*** Opening of Given records ***
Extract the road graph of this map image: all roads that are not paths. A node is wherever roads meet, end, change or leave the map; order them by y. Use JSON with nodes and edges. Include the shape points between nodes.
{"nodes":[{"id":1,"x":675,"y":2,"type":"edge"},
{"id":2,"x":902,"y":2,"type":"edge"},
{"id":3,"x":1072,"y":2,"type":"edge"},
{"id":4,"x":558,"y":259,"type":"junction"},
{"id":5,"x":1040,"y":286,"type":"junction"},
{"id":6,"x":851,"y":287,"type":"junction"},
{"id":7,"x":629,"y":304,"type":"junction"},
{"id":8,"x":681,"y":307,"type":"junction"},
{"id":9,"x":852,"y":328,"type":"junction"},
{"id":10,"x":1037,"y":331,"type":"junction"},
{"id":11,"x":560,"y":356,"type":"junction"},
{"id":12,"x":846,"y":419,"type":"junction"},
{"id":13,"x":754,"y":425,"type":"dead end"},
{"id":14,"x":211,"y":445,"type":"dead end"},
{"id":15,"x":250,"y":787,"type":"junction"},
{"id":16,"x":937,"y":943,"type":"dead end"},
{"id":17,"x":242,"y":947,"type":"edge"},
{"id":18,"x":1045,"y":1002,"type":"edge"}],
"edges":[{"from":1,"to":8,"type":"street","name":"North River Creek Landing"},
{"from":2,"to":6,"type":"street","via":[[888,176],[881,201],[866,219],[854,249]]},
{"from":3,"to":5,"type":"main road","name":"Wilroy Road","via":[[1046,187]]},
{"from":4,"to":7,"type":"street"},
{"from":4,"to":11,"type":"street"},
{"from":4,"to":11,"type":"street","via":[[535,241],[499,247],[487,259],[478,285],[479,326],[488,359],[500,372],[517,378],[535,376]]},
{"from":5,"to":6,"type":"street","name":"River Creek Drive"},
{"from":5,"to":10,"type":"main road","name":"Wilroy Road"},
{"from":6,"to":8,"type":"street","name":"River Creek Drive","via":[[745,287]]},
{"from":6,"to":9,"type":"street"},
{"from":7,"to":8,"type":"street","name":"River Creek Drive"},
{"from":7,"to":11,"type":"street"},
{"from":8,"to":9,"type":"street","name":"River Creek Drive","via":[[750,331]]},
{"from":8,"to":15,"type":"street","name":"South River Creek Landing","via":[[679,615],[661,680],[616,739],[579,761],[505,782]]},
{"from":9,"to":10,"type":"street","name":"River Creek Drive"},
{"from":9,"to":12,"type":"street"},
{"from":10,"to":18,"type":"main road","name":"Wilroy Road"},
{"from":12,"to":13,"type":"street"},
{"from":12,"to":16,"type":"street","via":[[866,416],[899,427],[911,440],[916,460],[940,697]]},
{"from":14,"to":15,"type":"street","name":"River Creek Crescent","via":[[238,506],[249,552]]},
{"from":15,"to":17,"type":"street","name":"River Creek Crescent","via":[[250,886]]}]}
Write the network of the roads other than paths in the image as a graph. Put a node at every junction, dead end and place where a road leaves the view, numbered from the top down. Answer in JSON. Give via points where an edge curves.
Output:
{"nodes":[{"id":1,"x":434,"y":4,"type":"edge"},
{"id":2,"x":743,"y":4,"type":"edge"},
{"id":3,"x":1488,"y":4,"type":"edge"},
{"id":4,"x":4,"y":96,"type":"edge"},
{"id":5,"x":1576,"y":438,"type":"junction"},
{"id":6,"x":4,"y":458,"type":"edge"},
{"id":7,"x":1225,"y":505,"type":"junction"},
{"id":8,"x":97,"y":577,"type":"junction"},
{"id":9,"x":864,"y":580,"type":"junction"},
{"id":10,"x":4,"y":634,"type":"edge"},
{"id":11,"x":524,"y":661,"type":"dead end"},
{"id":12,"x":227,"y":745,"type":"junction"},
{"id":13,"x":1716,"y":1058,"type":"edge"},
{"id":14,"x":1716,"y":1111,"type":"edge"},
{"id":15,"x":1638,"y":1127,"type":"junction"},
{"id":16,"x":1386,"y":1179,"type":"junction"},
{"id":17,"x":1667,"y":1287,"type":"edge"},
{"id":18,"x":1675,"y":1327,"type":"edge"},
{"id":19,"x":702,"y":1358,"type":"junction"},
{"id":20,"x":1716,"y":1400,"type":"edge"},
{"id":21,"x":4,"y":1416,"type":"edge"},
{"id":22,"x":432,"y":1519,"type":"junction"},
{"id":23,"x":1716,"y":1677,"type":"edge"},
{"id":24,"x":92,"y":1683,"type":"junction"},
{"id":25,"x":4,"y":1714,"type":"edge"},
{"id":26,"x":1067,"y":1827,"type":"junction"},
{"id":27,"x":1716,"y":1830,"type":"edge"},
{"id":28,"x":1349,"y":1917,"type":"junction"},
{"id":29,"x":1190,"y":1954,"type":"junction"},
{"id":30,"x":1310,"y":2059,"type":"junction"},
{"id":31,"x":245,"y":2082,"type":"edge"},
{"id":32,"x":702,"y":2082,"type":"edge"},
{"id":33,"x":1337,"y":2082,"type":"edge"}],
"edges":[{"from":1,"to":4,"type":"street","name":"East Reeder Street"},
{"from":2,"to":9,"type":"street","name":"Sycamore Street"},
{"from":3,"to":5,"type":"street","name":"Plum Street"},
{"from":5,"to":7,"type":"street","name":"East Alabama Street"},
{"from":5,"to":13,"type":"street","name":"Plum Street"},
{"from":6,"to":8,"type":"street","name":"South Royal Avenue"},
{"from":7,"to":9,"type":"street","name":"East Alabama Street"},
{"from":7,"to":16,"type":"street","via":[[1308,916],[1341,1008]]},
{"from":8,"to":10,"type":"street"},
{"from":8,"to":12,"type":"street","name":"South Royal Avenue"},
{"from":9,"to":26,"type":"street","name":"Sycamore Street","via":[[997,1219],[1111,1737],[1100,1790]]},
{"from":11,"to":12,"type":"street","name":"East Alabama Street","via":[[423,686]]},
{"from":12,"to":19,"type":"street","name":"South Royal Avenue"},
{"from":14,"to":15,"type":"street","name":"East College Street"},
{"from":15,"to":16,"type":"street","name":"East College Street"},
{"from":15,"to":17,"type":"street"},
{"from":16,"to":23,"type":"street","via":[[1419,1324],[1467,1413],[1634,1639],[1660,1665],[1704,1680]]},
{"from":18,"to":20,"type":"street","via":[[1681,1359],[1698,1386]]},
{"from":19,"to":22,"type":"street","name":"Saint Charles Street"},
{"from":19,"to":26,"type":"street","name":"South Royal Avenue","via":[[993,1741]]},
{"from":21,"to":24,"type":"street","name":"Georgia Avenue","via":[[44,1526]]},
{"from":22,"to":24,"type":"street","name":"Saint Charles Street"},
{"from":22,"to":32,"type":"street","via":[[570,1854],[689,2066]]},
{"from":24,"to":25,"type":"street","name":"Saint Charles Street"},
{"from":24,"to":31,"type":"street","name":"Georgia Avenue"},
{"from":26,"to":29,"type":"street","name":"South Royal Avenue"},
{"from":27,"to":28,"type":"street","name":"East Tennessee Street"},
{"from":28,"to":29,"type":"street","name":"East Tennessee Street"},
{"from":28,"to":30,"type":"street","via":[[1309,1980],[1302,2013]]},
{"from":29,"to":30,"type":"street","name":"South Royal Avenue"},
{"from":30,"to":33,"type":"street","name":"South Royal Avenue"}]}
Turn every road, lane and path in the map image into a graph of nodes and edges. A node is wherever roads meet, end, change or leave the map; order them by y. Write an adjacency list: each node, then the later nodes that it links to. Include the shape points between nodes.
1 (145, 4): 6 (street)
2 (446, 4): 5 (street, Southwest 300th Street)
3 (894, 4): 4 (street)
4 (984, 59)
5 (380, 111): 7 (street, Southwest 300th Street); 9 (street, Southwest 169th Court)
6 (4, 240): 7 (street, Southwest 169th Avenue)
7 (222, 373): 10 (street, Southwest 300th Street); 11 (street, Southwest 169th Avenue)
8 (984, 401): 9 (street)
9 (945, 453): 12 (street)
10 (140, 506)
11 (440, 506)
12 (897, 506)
*** Close of Given records ***
Quote exactly and only the lines from the one holding "Turn every road, lane" through the end of the data.

Turn every road, lane and path in the map image into a graph of nodes and edges. A node is wherever roads meet, end, change or leave the map; order them by y. Write an adjacency list: each node, then the later nodes that it links to. Include the shape points between nodes.
1 (145, 4): 6 (street)
2 (446, 4): 5 (street, Southwest 300th Street)
3 (894, 4): 4 (street)
4 (984, 59)
5 (380, 111): 7 (street, Southwest 300th Street); 9 (street, Southwest 169th Court)
6 (4, 240): 7 (street, Southwest 169th Avenue)
7 (222, 373): 10 (street, Southwest 300th Street); 11 (street, Southwest 169th Avenue)
8 (984, 401): 9 (street)
9 (945, 453): 12 (street)
10 (140, 506)
11 (440, 506)
12 (897, 506)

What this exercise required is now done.